Anyone got any suggestions on how to do this ? If i cannot get to the same commit ids on git side is there some sane way of "merging" two git repos if I can find the common ancestor (even though id's don't match) ?


Solution

  • This is default SubGit's behavior -- if it's not given an author mapping (or in case if no match for an SVN username is found) then it generates a Git identity using the SVN user name and the default domain (which is set by core.defaultDomain SubGit configuration setting or default-domain command option). So if you need SubGit to set certain Git user identity for a given commit, then it's indeed better to provide it with an authors mapping file. If can be done with the "authors-file" command option (which probably you know, but still :))

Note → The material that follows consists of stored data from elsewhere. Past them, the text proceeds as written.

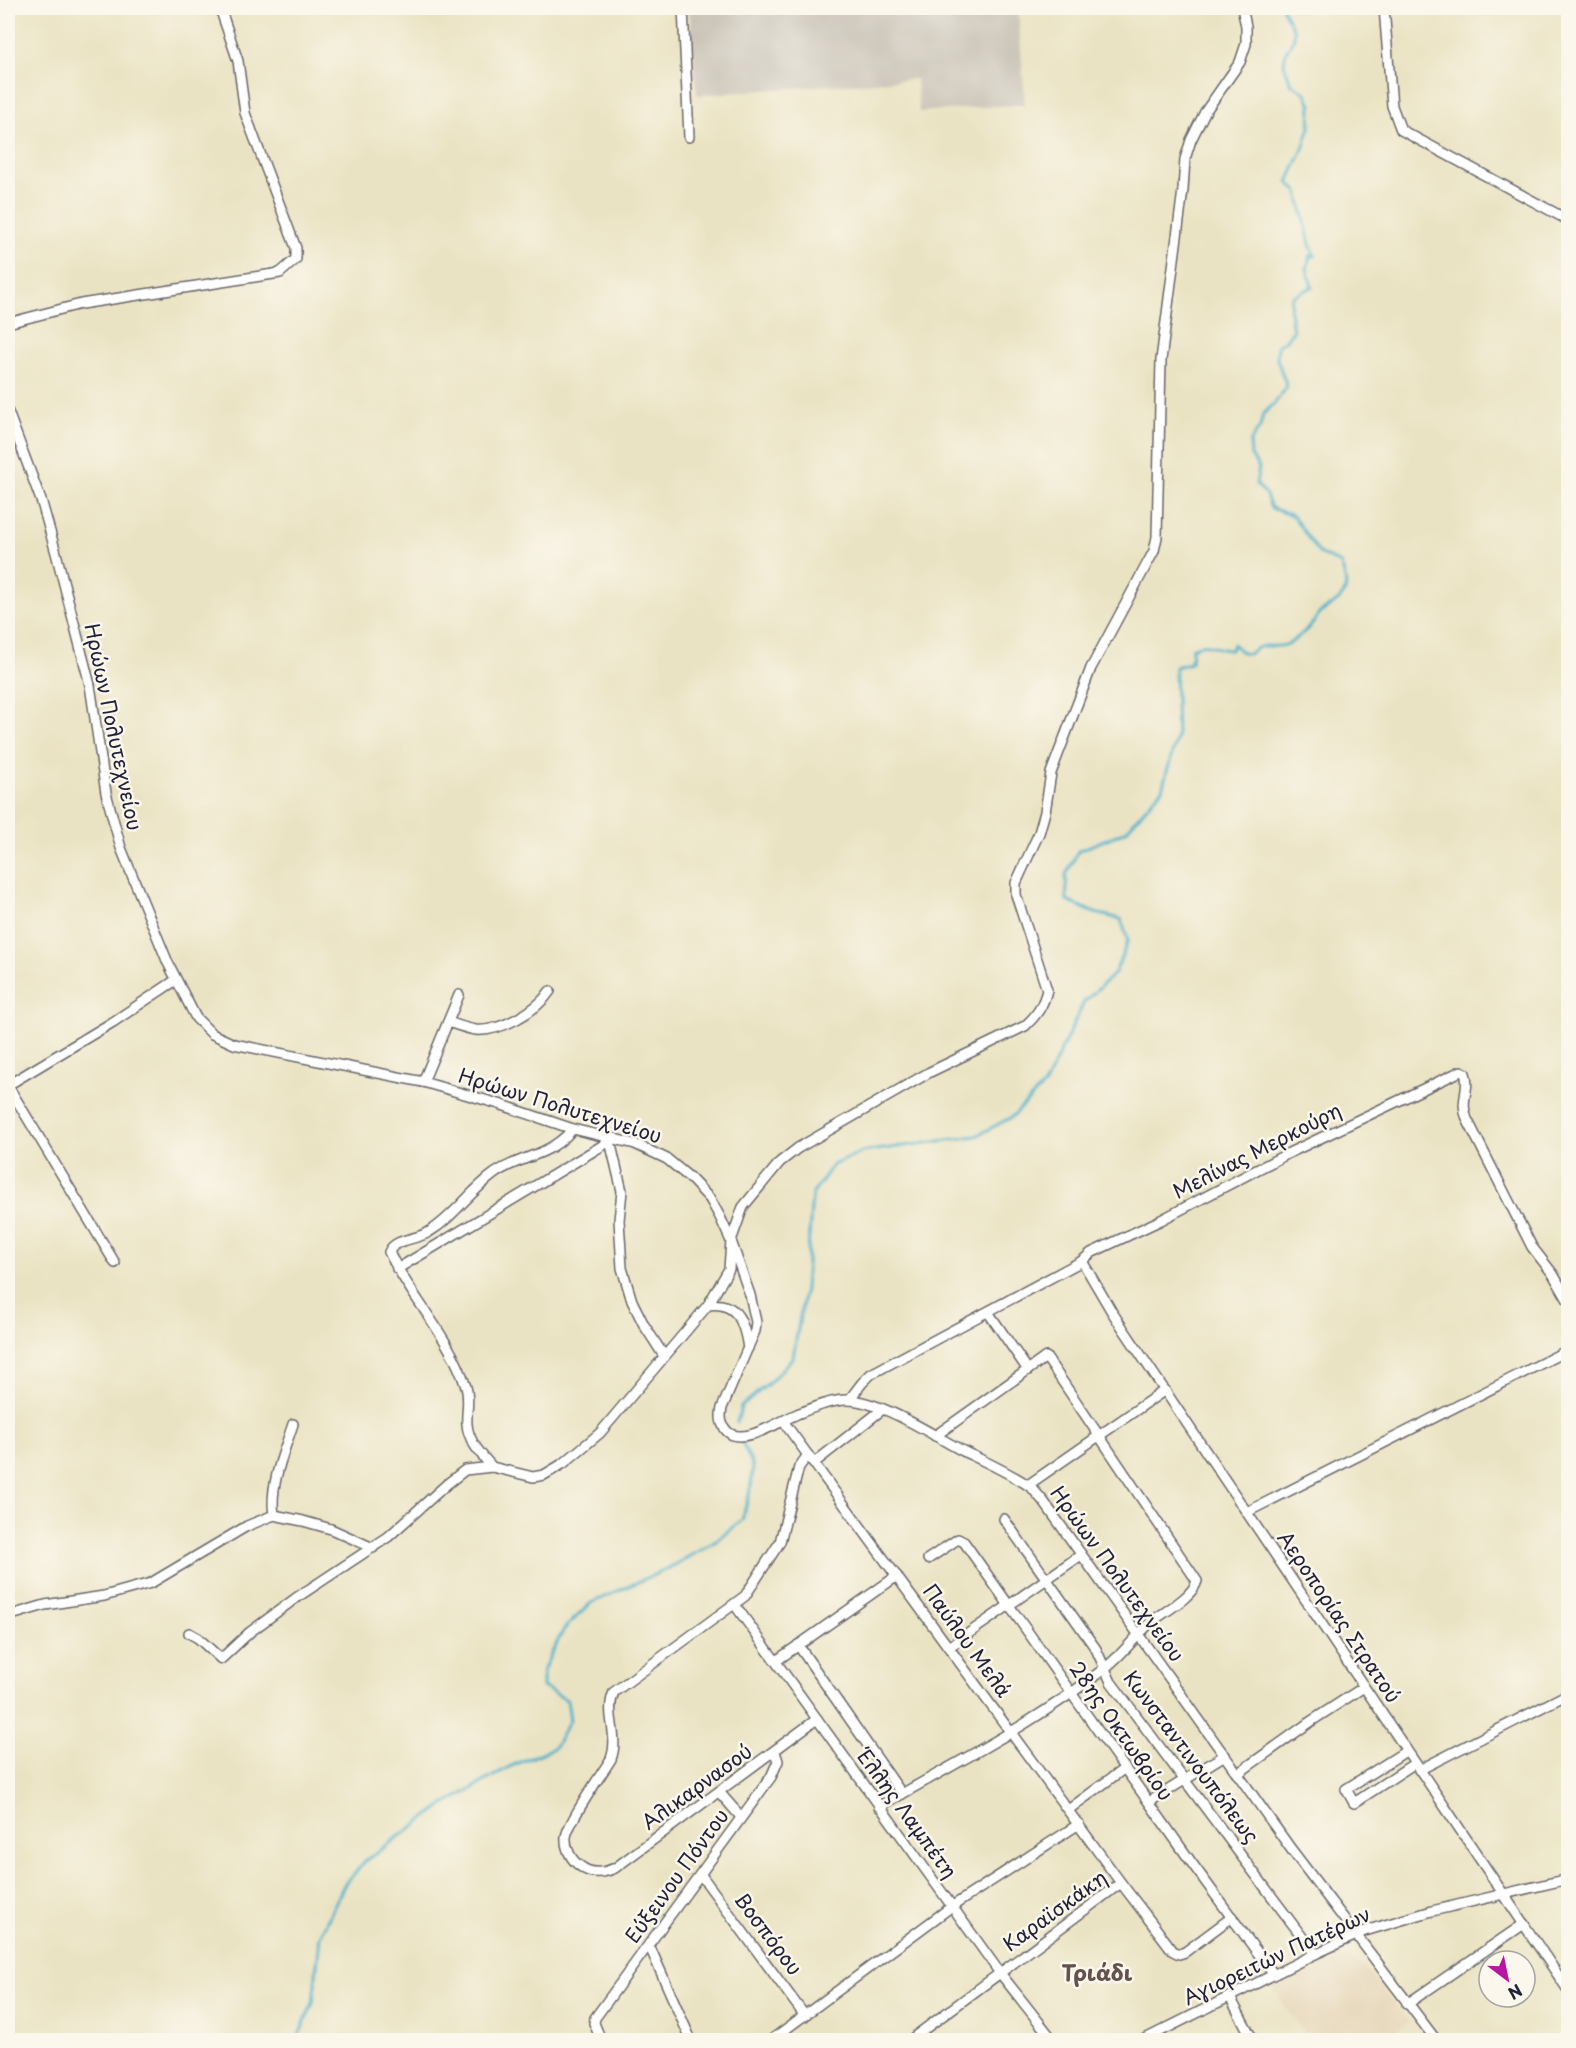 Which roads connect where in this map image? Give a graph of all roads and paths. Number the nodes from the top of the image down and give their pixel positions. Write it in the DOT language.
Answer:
graph roads {
  1 [pos="220,8"];
  2 [pos="683,8"];
  3 [pos="1242,8"];
  4 [pos="1384,8"];
  5 [pos="689,137"];
  6 [pos="1569,220"];
  7 [pos="8,323"];
  8 [pos="8,412"];
  9 [pos="176,980"];
  10 [pos="550,991"];
  11 [pos="459,994"];
  12 [pos="448,1022"];
  13 [pos="423,1082"];
  14 [pos="8,1085"];
  15 [pos="573,1130"];
  16 [pos="609,1138"];
  17 [pos="731,1241"];
  18 [pos="1082,1261"];
  19 [pos="115,1263"];
  20 [pos="397,1269"];
  21 [pos="1569,1300"];
  22 [pos="708,1305"];
  23 [pos="988,1312"];
  24 [pos="748,1348"];
  25 [pos="1569,1350"];
  26 [pos="664,1356"];
  27 [pos="1028,1370"];
  28 [pos="1165,1390"];
  29 [pos="849,1400"];
  30 [pos="884,1409"];
  31 [pos="783,1420"];
  32 [pos="293,1424"];
  33 [pos="935,1436"];
  34 [pos="1100,1436"];
  35 [pos="811,1459"];
  36 [pos="492,1467"];
  37 [pos="1028,1485"];
  38 [pos="1247,1512"];
  39 [pos="274,1515"];
  40 [pos="1004,1518"];
  41 [pos="373,1548"];
  42 [pos="1081,1555"];
  43 [pos="928,1558"];
  44 [pos="897,1576"];
  45 [pos="1046,1579"];
  46 [pos="735,1605"];
  47 [pos="1008,1606"];
  48 [pos="8,1616"];
  49 [pos="189,1633"];
  50 [pos="1139,1635"];
  51 [pos="798,1645"];
  52 [pos="949,1647"];
  53 [pos="776,1661"];
  54 [pos="1105,1668"];
  55 [pos="1364,1687"];
  56 [pos="1072,1693"];
  57 [pos="1569,1694"];
  58 [pos="817,1719"];
  59 [pos="1011,1732"];
  60 [pos="1406,1751"];
  61 [pos="775,1752"];
  62 [pos="1225,1755"];
  63 [pos="1417,1767"];
  64 [pos="1125,1768"];
  65 [pos="1237,1774"];
  66 [pos="1185,1780"];
  67 [pos="720,1792"];
  68 [pos="902,1794"];
  69 [pos="1149,1802"];
  70 [pos="879,1807"];
  71 [pos="1068,1809"];
  72 [pos="741,1817"];
  73 [pos="1079,1824"];
  74 [pos="701,1875"];
  75 [pos="1569,1879"];
  76 [pos="1121,1883"];
  77 [pos="1503,1894"];
  78 [pos="951,1907"];
  79 [pos="1232,1917"];
  80 [pos="1524,1924"];
  81 [pos="1356,1935"];
  82 [pos="649,1945"];
  83 [pos="1315,1954"];
  84 [pos="1000,1973"];
  85 [pos="1274,1975"];
  86 [pos="1564,1976"];
  87 [pos="1569,1990"];
  88 [pos="1230,1997"];
  89 [pos="1407,2004"];
  90 [pos="805,2016"];
  91 [pos="914,2037"];
  92 [pos="601,2040"];
  93 [pos="691,2040"];
  94 [pos="771,2040"];
  95 [pos="1053,2040"];
  96 [pos="1143,2040"];
  97 [pos="1253,2040"];
  98 [pos="1436,2040"];
  1 -- 7 [label="street"];
  2 -- 5 [label="street"];
  3 -- 17 [label="street"];
  4 -- 6 [label="street"];
  8 -- 9 [label="street, Ηρώων Πολυτεχνείου"];
  9 -- 13 [label="street, Ηρώων Πολυτεχνείου"];
  9 -- 14 [label="street"];
  10 -- 12 [label="street"];
  11 -- 12 [label="street"];
  12 -- 13 [label="street"];
  13 -- 15 [label="street, Ηρώων Πολυτεχνείου"];
  14 -- 19 [label="street"];
  15 -- 16 [label="street, Ηρώων Πολυτεχνείου"];
  15 -- 20 [label="street"];
  16 -- 17 [label="street, Ηρώων Πολυτεχνείου"];
  16 -- 20 [label="street"];
  16 -- 26 [label="street"];
  17 -- 22 [label="street"];
  17 -- 24 [label="street, Ηρώων Πολυτεχνείου"];
  18 -- 21 [label="street, Μελίνας Μερκούρη"];
  18 -- 23 [label="street, Μελίνας Μερκούρη"];
  18 -- 28 [label="street, Αεροπορίας Στρατού"];
  20 -- 36 [label="street"];
  22 -- 24 [label="street"];
  22 -- 26 [label="street"];
  23 -- 27 [label="street"];
  23 -- 29 [label="street, Μελίνας Μερκούρη"];
  24 -- 31 [label="street, Ηρώων Πολυτεχνείου"];
  25 -- 38 [label="street"];
  26 -- 36 [label="street"];
  27 -- 33 [label="street"];
  27 -- 34 [label="street"];
  28 -- 34 [label="street"];
  28 -- 38 [label="street, Αεροπορίας Στρατού"];
  29 -- 30 [label="street, Ηρώων Πολυτεχνείου"];
  29 -- 31 [label="street, Ηρώων Πολυτεχνείου"];
  30 -- 33 [label="street, Ηρώων Πολυτεχνείου"];
  30 -- 35 [label="street"];
  31 -- 35 [label="street, Παύλου Μελά"];
  32 -- 39 [label="street"];
  33 -- 37 [label="street, Ηρώων Πολυτεχνείου"];
  34 -- 37 [label="street"];
  34 -- 50 [label="street"];
  35 -- 44 [label="street, Παύλου Μελά"];
  35 -- 46 [label="street"];
  36 -- 41 [label="street"];
  37 -- 42 [label="street, Ηρώων Πολυτεχνείου"];
  38 -- 55 [label="street, Αεροπορίας Στρατού"];
  39 -- 41 [label="street"];
  39 -- 48 [label="street"];
  40 -- 45 [label="street, Κωνσταντινουπόλεως"];
  41 -- 49 [label="street"];
  42 -- 45 [label="street"];
  42 -- 50 [label="street, Ηρώων Πολυτεχνείου"];
  43 -- 47 [label="street, 28ης Οκτωβρίου"];
  44 -- 51 [label="street"];
  44 -- 52 [label="street, Παύλου Μελά"];
  45 -- 47 [label="street"];
  45 -- 54 [label="street, Κωνσταντινουπόλεως"];
  46 -- 53 [label="street, Έλλης Λαμπέτη"];
  46 -- 67 [label="street, Αλικαρνασού"];
  47 -- 52 [label="street"];
  47 -- 56 [label="street, 28ης Οκτωβρίου"];
  50 -- 54 [label="street"];
  50 -- 62 [label="street, Ηρώων Πολυτεχνείου"];
  51 -- 53 [label="street"];
  51 -- 68 [label="street"];
  52 -- 59 [label="street, Παύλου Μελά"];
  53 -- 58 [label="street, Έλλης Λαμπέτη"];
  54 -- 56 [label="street"];
  54 -- 66 [label="street, Κωνσταντινουπόλεως"];
  55 -- 60 [label="street, Αεροπορίας Στρατού"];
  55 -- 65 [label="street"];
  56 -- 59 [label="street"];
  56 -- 64 [label="street, 28ης Οκτωβρίου"];
  57 -- 63 [label="street"];
  58 -- 61 [label="street, Αλικαρνασού"];
  58 -- 70 [label="street, Έλλης Λαμπέτη"];
  59 -- 68 [label="street"];
  59 -- 71 [label="street, Παύλου Μελά"];
  60 -- 63 [label="street, Αεροπορίας Στρατού"];
  60 -- 63 [label="street"];
  61 -- 67 [label="street, Αλικαρνασού"];
  61 -- 72 [label="street, Εύξεινου Πόντου"];
  62 -- 65 [label="street, Ηρώων Πολυτεχνείου"];
  62 -- 66 [label="street"];
  63 -- 77 [label="street, Αεροπορίας Στρατού"];
  64 -- 69 [label="street, 28ης Οκτωβρίου"];
  64 -- 71 [label="street"];
  65 -- 81 [label="street, Ηρώων Πολυτεχνείου"];
  66 -- 69 [label="street"];
  66 -- 83 [label="street, Κωνσταντινουπόλεως"];
  67 -- 72 [label="street"];
  68 -- 70 [label="street"];
  69 -- 79 [label="street, 28ης Οκτωβρίου"];
  70 -- 78 [label="street, Έλλης Λαμπέτη"];
  71 -- 73 [label="street, Παύλου Μελά"];
  72 -- 74 [label="street, Εύξεινου Πόντου"];
  73 -- 76 [label="street, Παύλου Μελά"];
  73 -- 78 [label="street"];
  74 -- 82 [label="street, Εύξεινου Πόντου"];
  74 -- 90 [label="street, Βοσπόρου"];
  75 -- 77 [label="street, Αγιορειτών Πατέρων"];
  76 -- 79 [label="street, Καραϊσκάκη"];
  76 -- 84 [label="street, Καραϊσκάκη"];
  77 -- 80 [label="street, Αεροπορίας Στρατού"];
  77 -- 81 [label="street, Αγιορειτών Πατέρων"];
  78 -- 84 [label="street, Έλλης Λαμπέτη"];
  78 -- 90 [label="street"];
  79 -- 85 [label="street, 28ης Οκτωβρίου"];
  80 -- 86 [label="street, Αεροπορίας Στρατού"];
  80 -- 89 [label="street"];
  81 -- 83 [label="street, Αγιορειτών Πατέρων"];
  81 -- 89 [label="street, Ηρώων Πολυτεχνείου"];
  82 -- 92 [label="street, Εύξεινου Πόντου"];
  82 -- 93 [label="street"];
  83 -- 85 [label="street, Αγιορειτών Πατέρων"];
  84 -- 91 [label="street, Καραϊσκάκη"];
  84 -- 95 [label="street, Έλλης Λαμπέτη"];
  85 -- 88 [label="street, Αγιορειτών Πατέρων"];
  86 -- 87 [label="street, Αεροπορίας Στρατού"];
  88 -- 96 [label="street, Αγιορειτών Πατέρων"];
  88 -- 97 [label="street"];
  89 -- 98 [label="street, Ηρώων Πολυτεχνείου"];
  90 -- 94 [label="street"];
}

    subgit import --trunk trunk --username user --authors-file <AUTHORS_FILE_PATH> --svn-url URL
    

    I didn't get completely what is wrong with the commit messages, assume that the commit messages in Git does not match those in SVN? If yes, then this can also be with SubGit, yet not with subgit import one-liner, it would require import with preliminary configuration and the configuration file editing. So, first run the following command to prepare a Git repository for import:

    subgit configure --snv-url URL <GIT_REPO>
    

    where GIT_REPO is a path to the new Git repository for the import. After the repository is prepared, edit the GIT_REPO/subgit/config file, set core.defaultDomain and core.authorsFile if needed, set correct mapping in [svn] section and the configure desired commit message with the svn.gitCommitMessage setting, here are a little more details about this setting:

    https://subgit.com/documentation/config-options.html#svn.gitCommitMessage

    after the configuration file is set, the import can be started with short command:

    subgit import GIT_REPO
    

    As for the Git commit notes -- SubGit always creates the notes, but they don't affect commits SHA1, so no actions are needed for the notes. Note, by the way, that authors and commit messages are not the only setting that may affect commits SHA1, there are also settings like 'svn.excludePath` or 'translate.createEmptyGitCommits'.